Department of Epidemiology, Johns Hopkins University Bloomberg School of Public Health, Baltimore, MD, USA.
Research Triangle Institute, Research Triangle Park, NC, USA.
Pediatr Res. 2024 Jun;95(7):1726-1733. doi: 10.1038/s41390-024-03039-0. Epub 2024 Feb 16.
The United States (U.S.) National Institutes of Health-funded Environmental influences on Child Health Outcomes (ECHO)-wide Cohort was established to conduct high impact, transdisciplinary science to improve child health and development. The cohort is a collaborative research design in which both extant and new data are contributed by over 57,000 children across 69 cohorts. In this review article, we focus on two key challenging issues in the ECHO-wide Cohort: data collection standardization and data harmonization. Data standardization using a Common Data Model and derived analytical variables based on a team science approach should facilitate timely analyses and reduce errors due to data misuse. However, given the complexity of collaborative research designs, such as the ECHO-wide Cohort, dedicated time is needed for harmonization and derivation of analytic variables. These activities need to be done methodically and with transparency to enhance research reproducibility. IMPACT: Many collaborative research studies require data harmonization either prior to analyses or in the analyses of compiled data. The Environmental influences on Child Health Outcomes (ECHO) Cohort pools extant data with new data collection from over 57,000 children in 69 cohorts to conduct high-impact, transdisciplinary science to improve child health and development, and to provide a national database and biorepository for use by the scientific community at-large. We describe the tools, systems, and approaches we employed to facilitate harmonized data for impactful analyses of child health outcomes.

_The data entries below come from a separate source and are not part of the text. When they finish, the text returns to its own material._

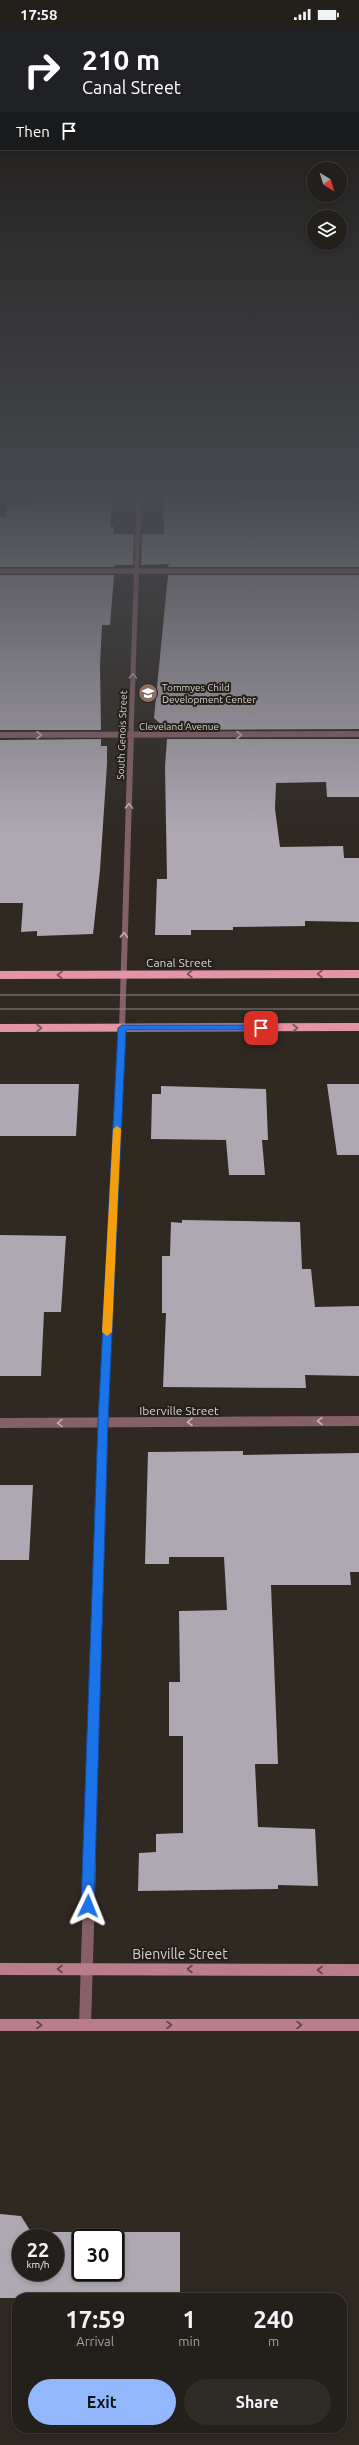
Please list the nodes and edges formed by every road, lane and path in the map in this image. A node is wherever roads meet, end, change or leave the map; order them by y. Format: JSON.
{"nodes":[{"id":1,"x":136,"y":610,"type":"edge"},
{"id":2,"x":359,"y":734,"type":"edge"},
{"id":3,"x":0,"y":735,"type":"edge"},
{"id":4,"x":131,"y":735,"type":"junction"},
{"id":5,"x":123,"y":974,"type":"junction"},
{"id":6,"x":359,"y":974,"type":"edge"},
{"id":7,"x":0,"y":975,"type":"edge"},
{"id":8,"x":359,"y":1027,"type":"edge"},
{"id":9,"x":0,"y":1028,"type":"edge"},
{"id":10,"x":122,"y":1028,"type":"junction"},
{"id":11,"x":359,"y":1421,"type":"edge"},
{"id":12,"x":103,"y":1422,"type":"junction"},
{"id":13,"x":0,"y":1423,"type":"edge"},
{"id":14,"x":0,"y":1969,"type":"edge"},
{"id":15,"x":86,"y":1969,"type":"junction"},
{"id":16,"x":359,"y":1970,"type":"edge"},
{"id":17,"x":359,"y":2024,"type":"edge"},
{"id":18,"x":0,"y":2025,"type":"edge"},
{"id":19,"x":85,"y":2025,"type":"junction"}],
"edges":[{"from":4,"to":1,"type":"street","name":"South Genois Street","one_way":true},
{"from":4,"to":2,"type":"street","name":"Cleveland Avenue","one_way":true},
{"from":3,"to":4,"type":"street","name":"Cleveland Avenue","one_way":true},
{"from":5,"to":4,"type":"street","name":"South Genois Street","one_way":true},
{"from":6,"to":5,"type":"main road","name":"Canal Street","one_way":true},
{"from":5,"to":7,"type":"main road","name":"Canal Street","one_way":true},
{"from":5,"to":10,"type":"street","name":"South Genois Street"},
{"from":10,"to":8,"type":"main road","one_way":true},
{"from":9,"to":10,"type":"main road","one_way":true},
{"from":10,"to":12,"type":"street","name":"South Genois Street"},
{"from":11,"to":12,"type":"street","name":"Iberville Street","one_way":true},
{"from":12,"to":13,"type":"street","name":"Iberville Street","one_way":true},
{"from":12,"to":15,"type":"street","name":"South Genois Street"},
{"from":15,"to":14,"type":"street","name":"Bienville Street","one_way":true},
{"from":16,"to":15,"type":"street","name":"Bienville Street","one_way":true},
{"from":15,"to":19,"type":"street","name":"South Genois Street"},
{"from":19,"to":17,"type":"street","one_way":true},
{"from":18,"to":19,"type":"street","one_way":true}]}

美国国立卫生研究院(NIH)资助的环境对儿童健康结果(ECHO)全队列研究旨在开展具有重大影响的跨学科科学研究,以改善儿童健康和发育。该队列是一种合作研究设计,其中 69 个队列中的 57000 多名儿童贡献了既有数据和新数据。在这篇综述文章中,我们重点关注 ECHO 全队列研究中的两个关键挑战问题:数据采集标准化和数据协调。使用通用数据模型和基于团队科学方法的衍生分析变量进行数据标准化,应有助于及时分析并减少因数据误用而导致的错误。然而,考虑到 ECHO 全队列等合作研究设计的复杂性,需要专门的时间来协调和衍生分析变量。这些活动需要有条不紊地进行,并具有透明度,以提高研究的可重复性。影响:许多合作研究需要在分析前或在编译数据的分析中进行数据协调。环境对儿童健康结果(ECHO)队列研究汇集了 69 个队列中 57000 多名儿童的既有数据和新数据收集,以开展具有重大影响的跨学科科学研究,改善儿童健康和发育,并为整个科学界提供国家数据库和生物库。我们描述了我们用于促进协调数据以进行有影响力的儿童健康结果分析的工具、系统和方法。